* **EXERCISE BRIEF**: Search the material below for the word "from". Copy every line that has it.

⁂

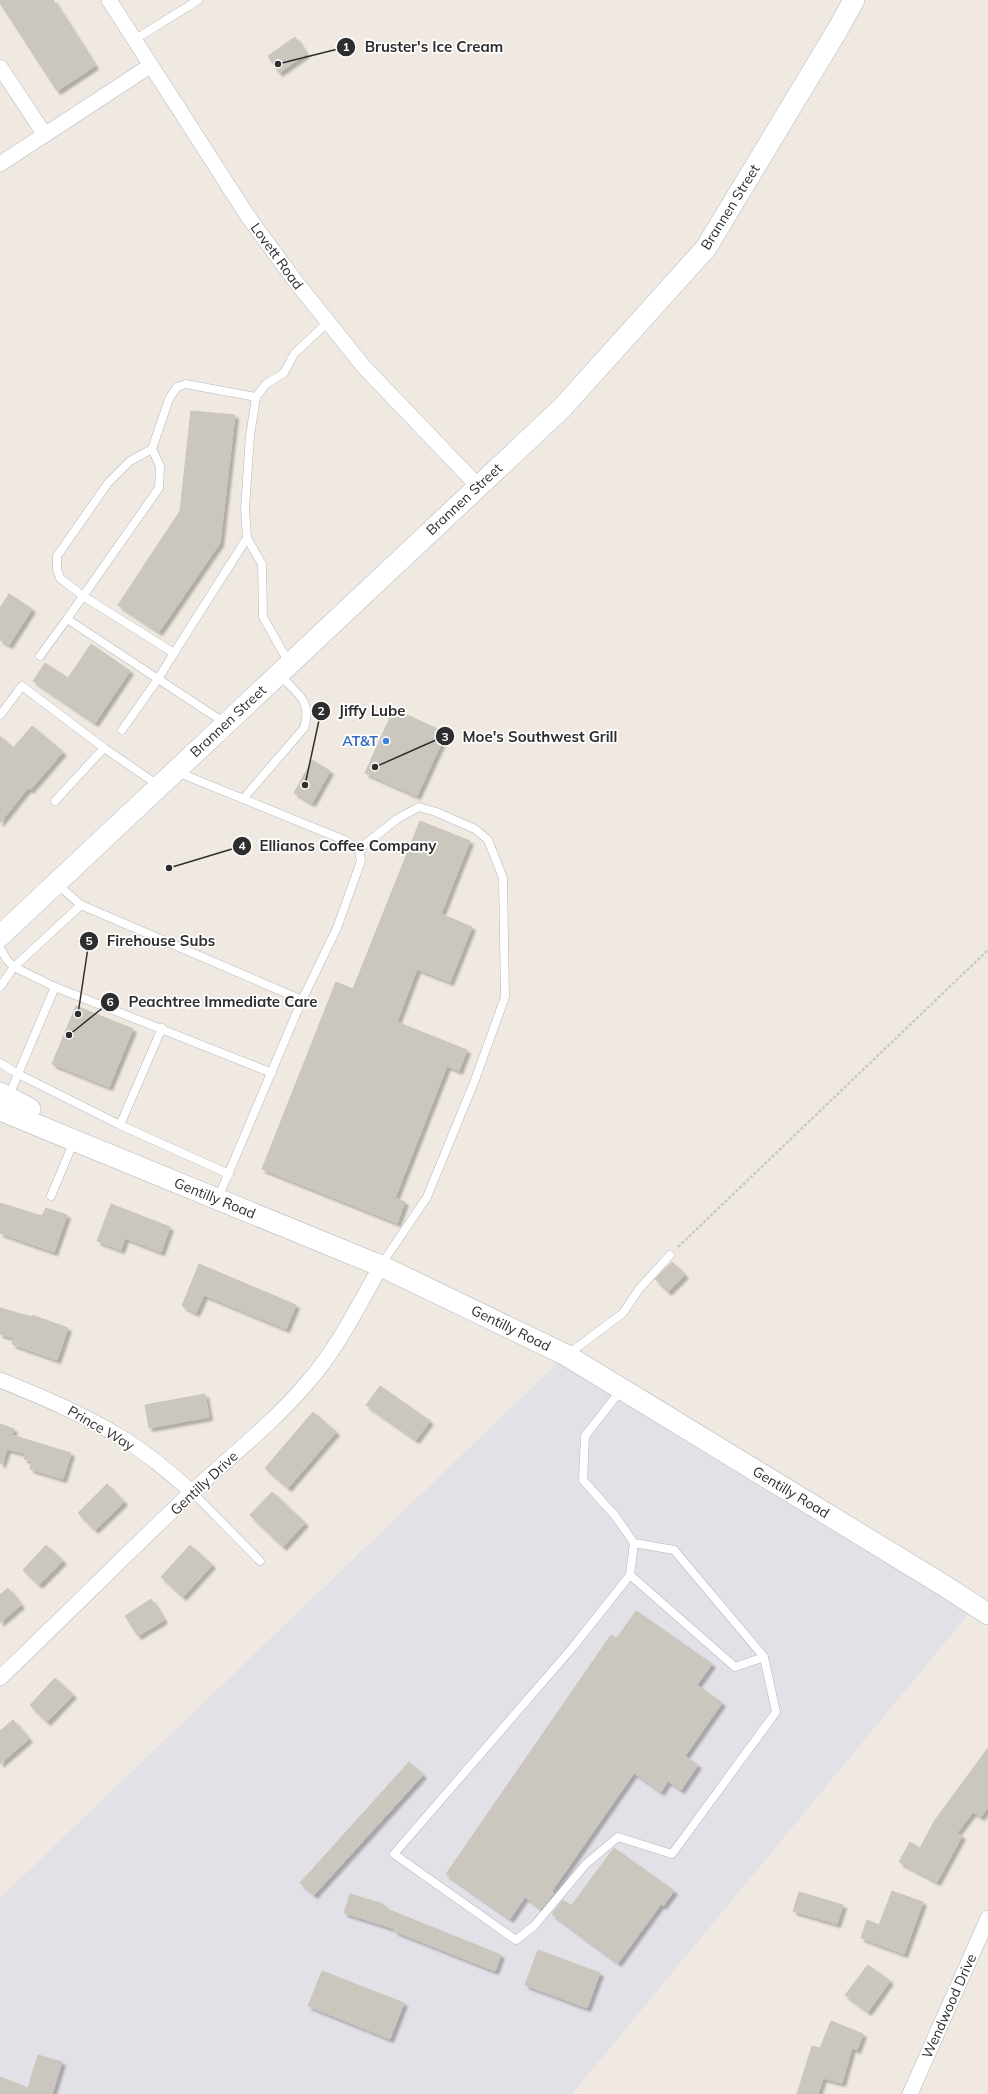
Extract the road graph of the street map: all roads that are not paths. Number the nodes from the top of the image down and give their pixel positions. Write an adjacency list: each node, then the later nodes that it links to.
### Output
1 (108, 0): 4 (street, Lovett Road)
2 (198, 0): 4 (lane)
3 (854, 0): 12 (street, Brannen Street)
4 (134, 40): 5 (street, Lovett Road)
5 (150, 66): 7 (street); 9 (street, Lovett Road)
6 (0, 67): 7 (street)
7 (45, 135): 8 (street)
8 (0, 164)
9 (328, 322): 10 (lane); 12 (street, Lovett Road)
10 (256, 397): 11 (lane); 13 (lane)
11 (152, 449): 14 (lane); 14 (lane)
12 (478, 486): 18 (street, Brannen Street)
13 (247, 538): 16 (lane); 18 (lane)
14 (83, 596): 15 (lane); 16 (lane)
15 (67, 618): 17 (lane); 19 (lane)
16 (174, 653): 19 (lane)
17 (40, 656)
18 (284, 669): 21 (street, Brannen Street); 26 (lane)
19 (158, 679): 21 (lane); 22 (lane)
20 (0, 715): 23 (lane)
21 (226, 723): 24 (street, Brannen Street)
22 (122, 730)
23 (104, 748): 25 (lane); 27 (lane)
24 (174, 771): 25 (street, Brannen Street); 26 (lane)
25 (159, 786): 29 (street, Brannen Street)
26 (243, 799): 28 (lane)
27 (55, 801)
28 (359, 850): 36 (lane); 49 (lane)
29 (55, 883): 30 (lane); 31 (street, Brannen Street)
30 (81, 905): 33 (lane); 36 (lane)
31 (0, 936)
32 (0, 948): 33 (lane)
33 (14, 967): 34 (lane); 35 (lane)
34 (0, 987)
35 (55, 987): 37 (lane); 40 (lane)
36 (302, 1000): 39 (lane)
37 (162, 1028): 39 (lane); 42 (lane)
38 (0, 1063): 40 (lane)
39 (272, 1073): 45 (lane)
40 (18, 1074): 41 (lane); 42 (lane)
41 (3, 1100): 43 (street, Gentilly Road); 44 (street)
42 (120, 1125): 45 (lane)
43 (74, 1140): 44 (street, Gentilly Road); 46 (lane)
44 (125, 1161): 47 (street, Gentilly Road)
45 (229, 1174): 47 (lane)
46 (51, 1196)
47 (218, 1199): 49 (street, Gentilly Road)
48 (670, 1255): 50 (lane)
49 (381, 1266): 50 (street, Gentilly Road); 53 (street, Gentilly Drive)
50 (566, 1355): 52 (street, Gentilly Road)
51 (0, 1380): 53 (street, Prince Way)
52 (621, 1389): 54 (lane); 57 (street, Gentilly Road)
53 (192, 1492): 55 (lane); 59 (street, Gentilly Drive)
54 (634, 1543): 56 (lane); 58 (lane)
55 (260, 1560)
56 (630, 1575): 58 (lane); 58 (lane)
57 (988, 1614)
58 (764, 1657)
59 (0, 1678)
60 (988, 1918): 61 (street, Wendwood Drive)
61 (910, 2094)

⁂

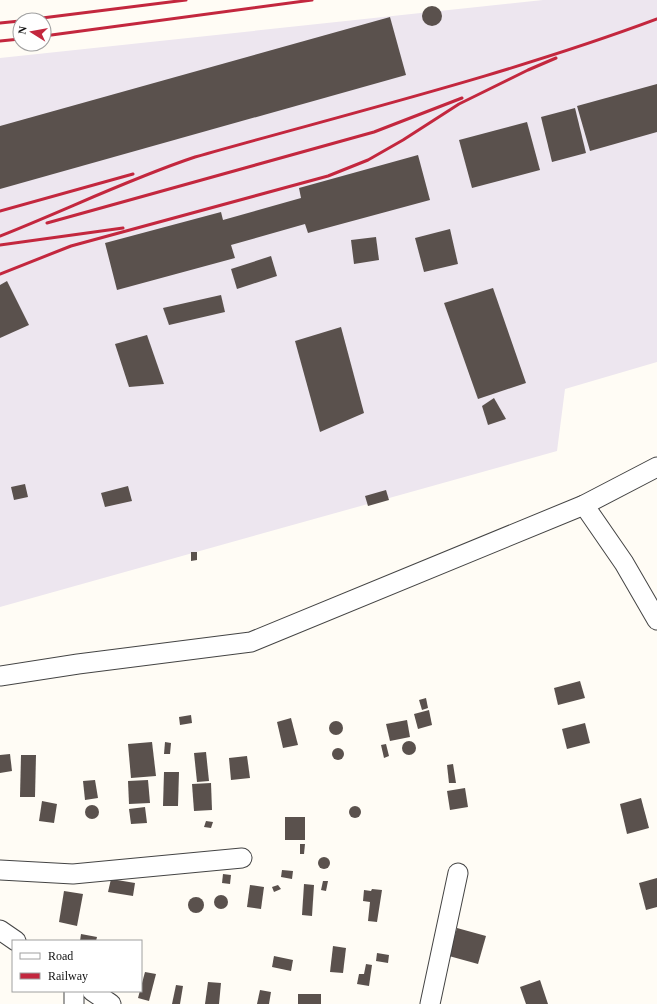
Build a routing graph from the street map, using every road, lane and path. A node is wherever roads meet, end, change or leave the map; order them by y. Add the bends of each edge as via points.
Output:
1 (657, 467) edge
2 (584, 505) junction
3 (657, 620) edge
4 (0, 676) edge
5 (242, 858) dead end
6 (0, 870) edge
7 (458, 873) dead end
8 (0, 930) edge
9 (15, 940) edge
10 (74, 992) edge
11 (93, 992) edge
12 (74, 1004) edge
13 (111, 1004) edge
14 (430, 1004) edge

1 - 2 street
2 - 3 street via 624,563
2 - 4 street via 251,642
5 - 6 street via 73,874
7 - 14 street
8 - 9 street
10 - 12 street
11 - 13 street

⁂

* **TASK SOLUTION**:
Extract the road graph of the street map: all roads that are not paths. Number the nodes from the top of the image down and give their pixel positions. Write an adjacency list: each node, then the later nodes that it links to.
Build a routing graph from the street map, using every road, lane and path. A node is wherever roads meet, end, change or leave the map; order them by y. Add the bends of each edge as via points.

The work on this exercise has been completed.